▸ **What is expected**: From the entries below, copy exactly the lines from the one that contains "position:absolute; width:12px; height:12px;" through the one that contains "margin:0; padding:0; list-style:none", both included, and only those.

▸ **Records supplied**:

..............................

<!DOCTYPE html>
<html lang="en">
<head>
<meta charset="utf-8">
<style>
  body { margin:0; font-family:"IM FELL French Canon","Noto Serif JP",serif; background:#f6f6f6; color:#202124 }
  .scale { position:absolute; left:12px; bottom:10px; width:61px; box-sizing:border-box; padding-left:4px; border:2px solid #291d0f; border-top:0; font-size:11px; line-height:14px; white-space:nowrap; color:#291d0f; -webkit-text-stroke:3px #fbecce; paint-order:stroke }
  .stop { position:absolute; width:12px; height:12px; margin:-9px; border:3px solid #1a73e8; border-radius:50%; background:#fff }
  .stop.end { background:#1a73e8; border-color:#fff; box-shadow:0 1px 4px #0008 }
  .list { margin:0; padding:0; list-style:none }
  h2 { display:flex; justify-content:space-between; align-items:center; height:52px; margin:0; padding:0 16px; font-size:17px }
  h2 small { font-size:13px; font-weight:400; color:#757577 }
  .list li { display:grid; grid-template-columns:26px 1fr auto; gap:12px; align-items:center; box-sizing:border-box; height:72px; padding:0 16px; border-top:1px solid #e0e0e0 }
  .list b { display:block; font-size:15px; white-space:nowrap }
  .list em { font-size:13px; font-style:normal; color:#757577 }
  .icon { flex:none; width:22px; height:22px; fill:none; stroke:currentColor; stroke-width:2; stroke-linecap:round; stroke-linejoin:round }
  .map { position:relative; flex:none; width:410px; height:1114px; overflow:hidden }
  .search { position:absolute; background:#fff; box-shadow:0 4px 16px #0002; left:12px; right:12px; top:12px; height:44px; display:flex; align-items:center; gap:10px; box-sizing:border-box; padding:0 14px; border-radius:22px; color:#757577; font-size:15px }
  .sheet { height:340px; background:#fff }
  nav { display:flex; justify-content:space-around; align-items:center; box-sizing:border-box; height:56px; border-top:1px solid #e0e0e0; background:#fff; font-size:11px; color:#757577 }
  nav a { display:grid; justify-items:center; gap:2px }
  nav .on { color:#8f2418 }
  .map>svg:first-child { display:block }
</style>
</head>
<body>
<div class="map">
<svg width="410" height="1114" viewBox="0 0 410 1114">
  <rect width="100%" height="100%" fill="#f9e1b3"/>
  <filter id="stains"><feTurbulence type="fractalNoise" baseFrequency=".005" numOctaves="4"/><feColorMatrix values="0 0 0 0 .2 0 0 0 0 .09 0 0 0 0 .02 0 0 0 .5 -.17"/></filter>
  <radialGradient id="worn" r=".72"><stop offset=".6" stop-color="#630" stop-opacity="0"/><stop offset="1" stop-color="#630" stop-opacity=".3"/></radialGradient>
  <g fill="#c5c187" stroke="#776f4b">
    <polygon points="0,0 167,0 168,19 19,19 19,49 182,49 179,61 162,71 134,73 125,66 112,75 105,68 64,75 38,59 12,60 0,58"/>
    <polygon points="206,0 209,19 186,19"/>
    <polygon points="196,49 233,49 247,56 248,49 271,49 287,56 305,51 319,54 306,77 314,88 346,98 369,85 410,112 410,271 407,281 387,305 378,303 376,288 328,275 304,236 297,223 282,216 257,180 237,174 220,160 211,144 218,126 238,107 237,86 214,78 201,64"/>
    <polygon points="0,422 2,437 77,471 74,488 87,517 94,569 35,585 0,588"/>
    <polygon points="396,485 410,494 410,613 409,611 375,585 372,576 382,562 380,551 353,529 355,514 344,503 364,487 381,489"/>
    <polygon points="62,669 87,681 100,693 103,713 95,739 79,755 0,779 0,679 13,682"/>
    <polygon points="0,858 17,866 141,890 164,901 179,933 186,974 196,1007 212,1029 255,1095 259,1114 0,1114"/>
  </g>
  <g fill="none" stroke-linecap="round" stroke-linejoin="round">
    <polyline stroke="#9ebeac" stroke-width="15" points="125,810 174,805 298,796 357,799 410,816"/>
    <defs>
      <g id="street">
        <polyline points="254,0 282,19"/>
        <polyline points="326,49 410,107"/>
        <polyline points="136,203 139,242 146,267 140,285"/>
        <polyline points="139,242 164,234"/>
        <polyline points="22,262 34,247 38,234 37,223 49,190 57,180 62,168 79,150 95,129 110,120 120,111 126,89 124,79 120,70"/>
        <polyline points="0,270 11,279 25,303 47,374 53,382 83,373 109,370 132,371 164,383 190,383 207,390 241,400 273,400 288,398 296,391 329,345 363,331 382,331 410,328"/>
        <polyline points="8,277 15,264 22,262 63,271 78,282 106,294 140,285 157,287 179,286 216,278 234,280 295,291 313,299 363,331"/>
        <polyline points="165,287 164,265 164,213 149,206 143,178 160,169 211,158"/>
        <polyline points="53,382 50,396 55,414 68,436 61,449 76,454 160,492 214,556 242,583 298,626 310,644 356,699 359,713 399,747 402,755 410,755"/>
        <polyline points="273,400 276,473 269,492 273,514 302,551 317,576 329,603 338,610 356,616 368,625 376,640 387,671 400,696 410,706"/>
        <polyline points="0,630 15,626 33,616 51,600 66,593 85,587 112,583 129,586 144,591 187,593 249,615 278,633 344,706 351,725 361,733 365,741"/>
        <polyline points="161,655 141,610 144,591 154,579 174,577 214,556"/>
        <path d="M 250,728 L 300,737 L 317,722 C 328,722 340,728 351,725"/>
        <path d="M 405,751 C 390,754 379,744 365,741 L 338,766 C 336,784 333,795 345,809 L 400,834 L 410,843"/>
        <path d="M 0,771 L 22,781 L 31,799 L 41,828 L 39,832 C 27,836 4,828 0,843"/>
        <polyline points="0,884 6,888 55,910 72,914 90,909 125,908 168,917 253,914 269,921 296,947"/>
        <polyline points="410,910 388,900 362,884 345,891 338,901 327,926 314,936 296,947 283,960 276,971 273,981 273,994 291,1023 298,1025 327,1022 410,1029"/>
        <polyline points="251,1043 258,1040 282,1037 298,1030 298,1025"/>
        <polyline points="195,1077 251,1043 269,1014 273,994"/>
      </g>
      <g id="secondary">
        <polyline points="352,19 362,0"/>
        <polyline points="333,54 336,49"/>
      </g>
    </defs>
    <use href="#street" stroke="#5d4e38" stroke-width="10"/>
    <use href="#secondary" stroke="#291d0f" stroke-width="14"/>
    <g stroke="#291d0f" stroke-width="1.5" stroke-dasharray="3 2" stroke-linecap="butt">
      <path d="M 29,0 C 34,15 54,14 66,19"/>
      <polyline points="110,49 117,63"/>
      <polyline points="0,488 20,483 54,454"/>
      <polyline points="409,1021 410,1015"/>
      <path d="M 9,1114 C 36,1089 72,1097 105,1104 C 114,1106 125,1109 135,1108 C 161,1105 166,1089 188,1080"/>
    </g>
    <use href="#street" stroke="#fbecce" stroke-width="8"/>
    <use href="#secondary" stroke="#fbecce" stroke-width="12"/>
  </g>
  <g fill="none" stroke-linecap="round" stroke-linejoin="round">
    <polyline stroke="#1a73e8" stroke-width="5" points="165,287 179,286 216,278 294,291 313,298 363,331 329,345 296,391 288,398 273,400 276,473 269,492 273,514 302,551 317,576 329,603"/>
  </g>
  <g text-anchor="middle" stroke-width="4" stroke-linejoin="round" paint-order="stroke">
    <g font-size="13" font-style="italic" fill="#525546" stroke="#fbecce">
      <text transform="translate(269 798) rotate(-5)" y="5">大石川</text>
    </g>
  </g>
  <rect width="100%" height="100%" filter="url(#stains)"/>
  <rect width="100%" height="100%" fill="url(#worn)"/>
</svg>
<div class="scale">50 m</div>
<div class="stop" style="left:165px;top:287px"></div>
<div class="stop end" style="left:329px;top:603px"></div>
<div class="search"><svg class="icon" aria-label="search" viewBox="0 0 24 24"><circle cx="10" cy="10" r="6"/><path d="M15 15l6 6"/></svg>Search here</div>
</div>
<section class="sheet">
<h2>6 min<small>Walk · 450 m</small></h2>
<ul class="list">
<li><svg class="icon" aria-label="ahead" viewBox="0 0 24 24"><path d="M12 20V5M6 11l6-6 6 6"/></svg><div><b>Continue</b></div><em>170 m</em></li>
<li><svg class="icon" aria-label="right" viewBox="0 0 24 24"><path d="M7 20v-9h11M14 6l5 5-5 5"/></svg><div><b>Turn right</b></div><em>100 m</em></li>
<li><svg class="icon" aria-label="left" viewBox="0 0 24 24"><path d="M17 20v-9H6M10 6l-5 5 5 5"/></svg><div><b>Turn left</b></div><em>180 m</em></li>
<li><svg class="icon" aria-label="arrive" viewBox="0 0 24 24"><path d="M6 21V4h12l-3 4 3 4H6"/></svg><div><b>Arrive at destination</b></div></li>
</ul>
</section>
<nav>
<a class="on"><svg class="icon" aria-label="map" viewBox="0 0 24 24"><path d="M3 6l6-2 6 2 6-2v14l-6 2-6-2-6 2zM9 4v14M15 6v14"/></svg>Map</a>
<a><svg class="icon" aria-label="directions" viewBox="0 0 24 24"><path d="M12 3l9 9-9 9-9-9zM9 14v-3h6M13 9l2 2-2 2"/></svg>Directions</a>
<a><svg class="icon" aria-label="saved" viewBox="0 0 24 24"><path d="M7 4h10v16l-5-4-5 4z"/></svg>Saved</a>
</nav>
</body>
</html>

..............................

▸ **Answer box**:
  .stop { position:absolute; width:12px; height:12px; margin:-9px; border:3px solid #1a73e8; border-radius:50%; background:#fff }
  .stop.end { background:#1a73e8; border-color:#fff; box-shadow:0 1px 4px #0008 }
  .list { margin:0; padding:0; list-style:none }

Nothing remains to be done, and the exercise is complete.